RFR: 8373022: serviceability/sa/ClhsdbScanOops.java assumes no GC should occur

Fri Dec 5 11:07:35 UTC 2025

On Thu, 4 Dec 2025 17:12:44 GMT, Chris Plummer <cjplummer at openjdk.org> wrote:

>> Hello,
>> 
>> If the initial heap size is set too low in serviceability/sa/ClhsdbScanOops.java, a GC migh run, which will interfere with the test and might cause it to fail. 
>> 
>> The test is scanning the oops in a region of the heap, and after a GC that region appears to be empty, so the output that the test expects is not present. Running the test with a larger explicit InitialHeapSize gives enough headroom to not run a GC.
>> 
>> Testing: 
>> * serviceability/sa/ClhsdbScanOops.java originally failed when run with `-XX:InitialRAMPercentage=0` (which is the new default). We now explicitly set `-XX:InitialHeapSize=100M`. I've rerun the test 10 times with Serial and Parallel for each test and they all pass.
>
>> > It's probably just the timing of the GC that determines whether the initial small heap is a problem or not. If you want the SA tests to be reliable with something like InitialRAMPercentage=0, probably all of the tests should be updated. However, personally I don't think this type of fix should be necessary unless you feel testing in the manner is something we want to support. There are plenty of tests that start failing when non-standard command line options are used.
>> 
>> FYI we just integrated a change that sets InitialRAMPercentage=0 for JDK 26 that we've been working on (see #28641). We've run up to Oracle's tier8 twice now, and apart from the tests that are included in this PR, we've not seen any other SA failures.
>> 
>> Of course there might be other intermittent failures in the future, in which case I see two approaches moving forward: problem listing or bumping the initial heap size for the affected tests, or going over all SA tests and making sure that they all run with a "large" initial heap size (like 100MB). Unless we start seing many (for some definition of many) test failures from now, a pragmatic compromise is to selectively bump the initial heap size of such tests, like I do in this PR.
>> 
>> Of course, the optimal approach would be to make any affected SA tests more robst to GC timings. But, since I'm not sure how much time we want to invest in improving SA tests, bumping the heap size is likely a good compromise here.
> 
> For the most part the SA tests are fine if there is a GC. The way they usually work is to launch the debuggee, wait for it to reach a stable point (all threads idle), and then start to query the debuggee. If a GC happens before reaching stability, that should be fine, and after stability we wouldn't expect any GCs no matter what the heap size is. There are some SA tests that run on active processes where GCs can happen, but they are written to allow for errors.

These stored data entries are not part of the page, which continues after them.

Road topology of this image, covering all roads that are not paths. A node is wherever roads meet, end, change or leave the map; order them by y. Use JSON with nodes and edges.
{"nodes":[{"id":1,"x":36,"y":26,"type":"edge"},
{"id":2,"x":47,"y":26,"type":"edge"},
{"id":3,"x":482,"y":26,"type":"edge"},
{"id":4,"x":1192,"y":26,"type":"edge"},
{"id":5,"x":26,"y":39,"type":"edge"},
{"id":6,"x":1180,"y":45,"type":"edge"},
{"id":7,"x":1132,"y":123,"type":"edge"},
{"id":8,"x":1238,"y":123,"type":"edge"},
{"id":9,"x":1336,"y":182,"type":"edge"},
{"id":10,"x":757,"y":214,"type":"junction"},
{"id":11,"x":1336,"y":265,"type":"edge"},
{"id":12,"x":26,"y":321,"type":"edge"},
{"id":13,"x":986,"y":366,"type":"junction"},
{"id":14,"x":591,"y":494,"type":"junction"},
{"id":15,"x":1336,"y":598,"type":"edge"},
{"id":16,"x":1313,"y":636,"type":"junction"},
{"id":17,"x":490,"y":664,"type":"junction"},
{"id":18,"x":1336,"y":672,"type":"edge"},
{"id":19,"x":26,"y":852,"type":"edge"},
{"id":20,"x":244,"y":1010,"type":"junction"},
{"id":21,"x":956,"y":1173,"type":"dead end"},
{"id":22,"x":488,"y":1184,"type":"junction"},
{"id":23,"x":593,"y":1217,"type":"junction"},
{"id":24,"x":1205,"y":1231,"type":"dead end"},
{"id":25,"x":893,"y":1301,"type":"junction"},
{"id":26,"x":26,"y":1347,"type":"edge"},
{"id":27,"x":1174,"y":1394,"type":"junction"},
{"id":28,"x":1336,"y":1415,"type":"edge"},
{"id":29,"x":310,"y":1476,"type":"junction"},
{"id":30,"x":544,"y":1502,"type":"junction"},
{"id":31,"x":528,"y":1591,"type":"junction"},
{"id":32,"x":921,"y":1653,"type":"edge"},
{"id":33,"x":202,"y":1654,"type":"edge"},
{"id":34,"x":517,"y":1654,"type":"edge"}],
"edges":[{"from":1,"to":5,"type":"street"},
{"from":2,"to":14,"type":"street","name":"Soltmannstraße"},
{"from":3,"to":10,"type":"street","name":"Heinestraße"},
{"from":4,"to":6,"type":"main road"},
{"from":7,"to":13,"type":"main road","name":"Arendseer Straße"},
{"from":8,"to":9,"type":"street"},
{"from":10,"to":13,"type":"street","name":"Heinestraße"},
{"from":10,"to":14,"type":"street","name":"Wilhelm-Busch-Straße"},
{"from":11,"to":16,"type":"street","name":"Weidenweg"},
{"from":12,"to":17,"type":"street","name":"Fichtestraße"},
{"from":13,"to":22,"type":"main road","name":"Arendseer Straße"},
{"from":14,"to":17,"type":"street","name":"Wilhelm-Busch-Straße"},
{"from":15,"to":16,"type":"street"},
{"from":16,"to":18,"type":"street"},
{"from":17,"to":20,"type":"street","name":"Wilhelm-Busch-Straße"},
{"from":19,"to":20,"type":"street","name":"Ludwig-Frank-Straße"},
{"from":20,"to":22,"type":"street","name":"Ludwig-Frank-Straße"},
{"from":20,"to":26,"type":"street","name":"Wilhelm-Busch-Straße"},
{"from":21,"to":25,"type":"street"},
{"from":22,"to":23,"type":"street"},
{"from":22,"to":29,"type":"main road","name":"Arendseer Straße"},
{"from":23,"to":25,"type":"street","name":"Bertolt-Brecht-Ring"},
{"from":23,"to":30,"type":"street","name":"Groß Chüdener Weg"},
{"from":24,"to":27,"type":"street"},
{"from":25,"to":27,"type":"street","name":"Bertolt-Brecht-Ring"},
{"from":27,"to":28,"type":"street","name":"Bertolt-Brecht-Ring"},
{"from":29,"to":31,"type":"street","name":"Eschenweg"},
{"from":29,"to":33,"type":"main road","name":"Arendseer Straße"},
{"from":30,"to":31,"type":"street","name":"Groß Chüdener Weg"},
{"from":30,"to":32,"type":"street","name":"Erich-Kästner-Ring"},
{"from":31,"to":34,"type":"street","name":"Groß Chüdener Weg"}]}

Thank you @plummercj for analysing the tests. I've removed the explicit InitialHeapSize from test/jdk/com/sun/jdi/MethodInvokeWithTraceOnTest.java in favor of https://github.com/openjdk/jdk/pull/28666. I've also removed test/hotspot/jtreg/serviceability/sa/ClhsdbScanOops.java from the ProblemList.

The two sets of tests that are associated with this issue but not addressed in this PR are about to be solved in https://github.com/openjdk/jdk/pull/28666 and https://github.com/openjdk/jdk/pull/28655. I'm holding off on this PR until those changes are integrated.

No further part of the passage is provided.